▶ ABOUT THIS TASK: The required lines are those that contain "roads"; pull them out of the data and copy them.

[EXTRACTED INFORMATION]

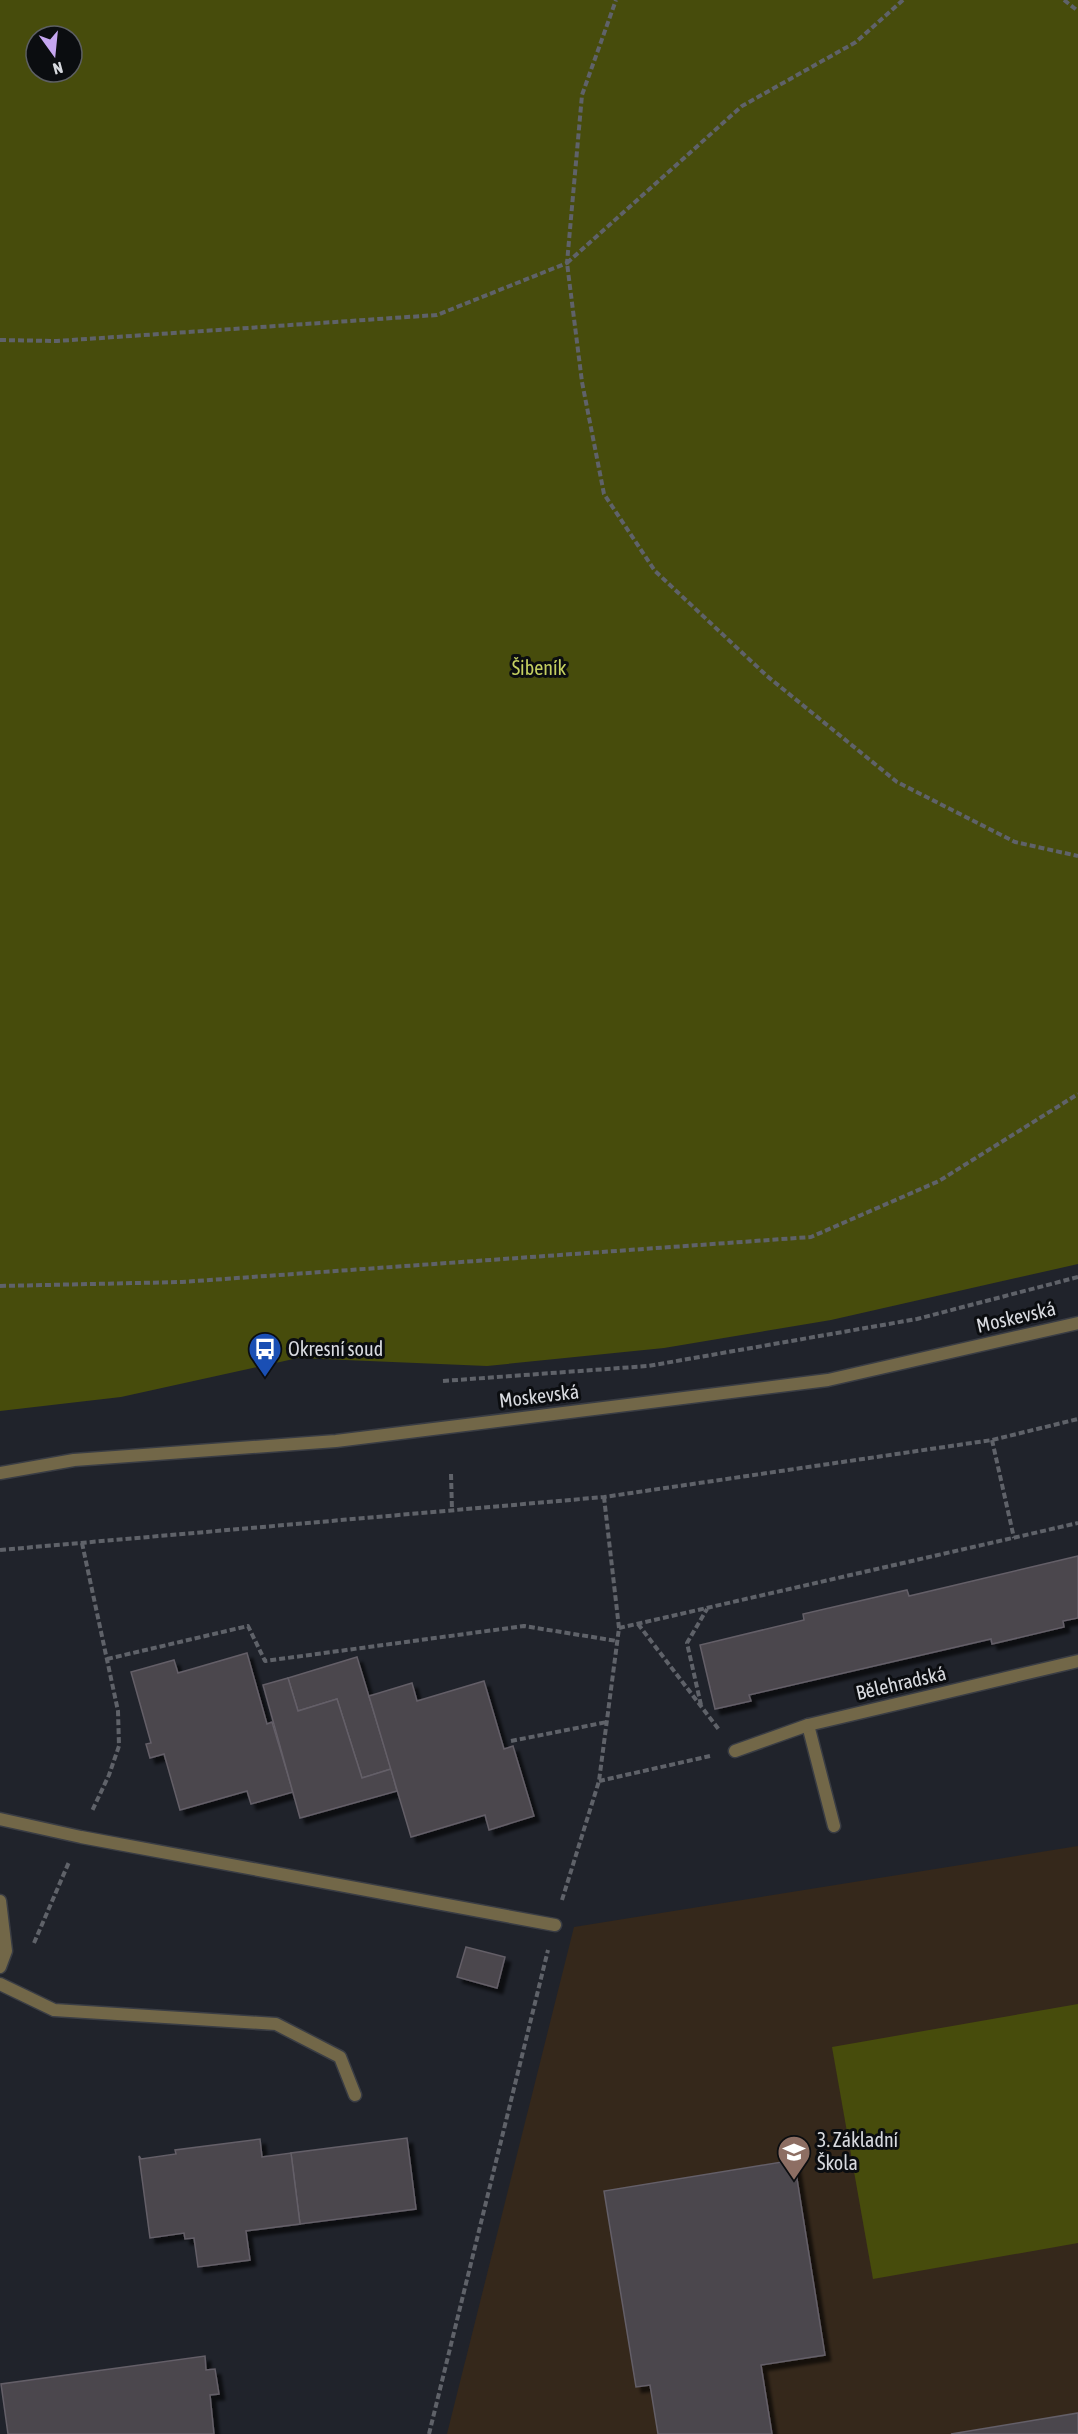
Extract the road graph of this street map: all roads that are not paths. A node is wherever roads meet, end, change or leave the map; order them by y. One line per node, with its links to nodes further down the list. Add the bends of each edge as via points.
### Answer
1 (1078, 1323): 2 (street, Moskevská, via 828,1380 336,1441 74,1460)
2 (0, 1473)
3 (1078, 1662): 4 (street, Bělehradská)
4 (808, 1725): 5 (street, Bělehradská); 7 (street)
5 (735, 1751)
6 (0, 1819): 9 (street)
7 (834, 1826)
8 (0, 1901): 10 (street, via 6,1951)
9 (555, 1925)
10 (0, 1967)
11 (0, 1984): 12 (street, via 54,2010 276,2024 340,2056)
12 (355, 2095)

[/EXTRACTED INFORMATION]
[EXTRACTED INFORMATION]

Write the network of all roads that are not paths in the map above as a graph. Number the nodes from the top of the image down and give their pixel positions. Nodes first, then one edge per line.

[/EXTRACTED INFORMATION]

▶ COMPLETED EXERCISE:
Extract the road graph of this street map: all roads that are not paths. A node is wherever roads meet, end, change or leave the map; order them by y. One line per node, with its links to nodes further down the list. Add the bends of each edge as via points.
Write the network of all roads that are not paths in the map above as a graph. Number the nodes from the top of the image down and give their pixel positions. Nodes first, then one edge per line.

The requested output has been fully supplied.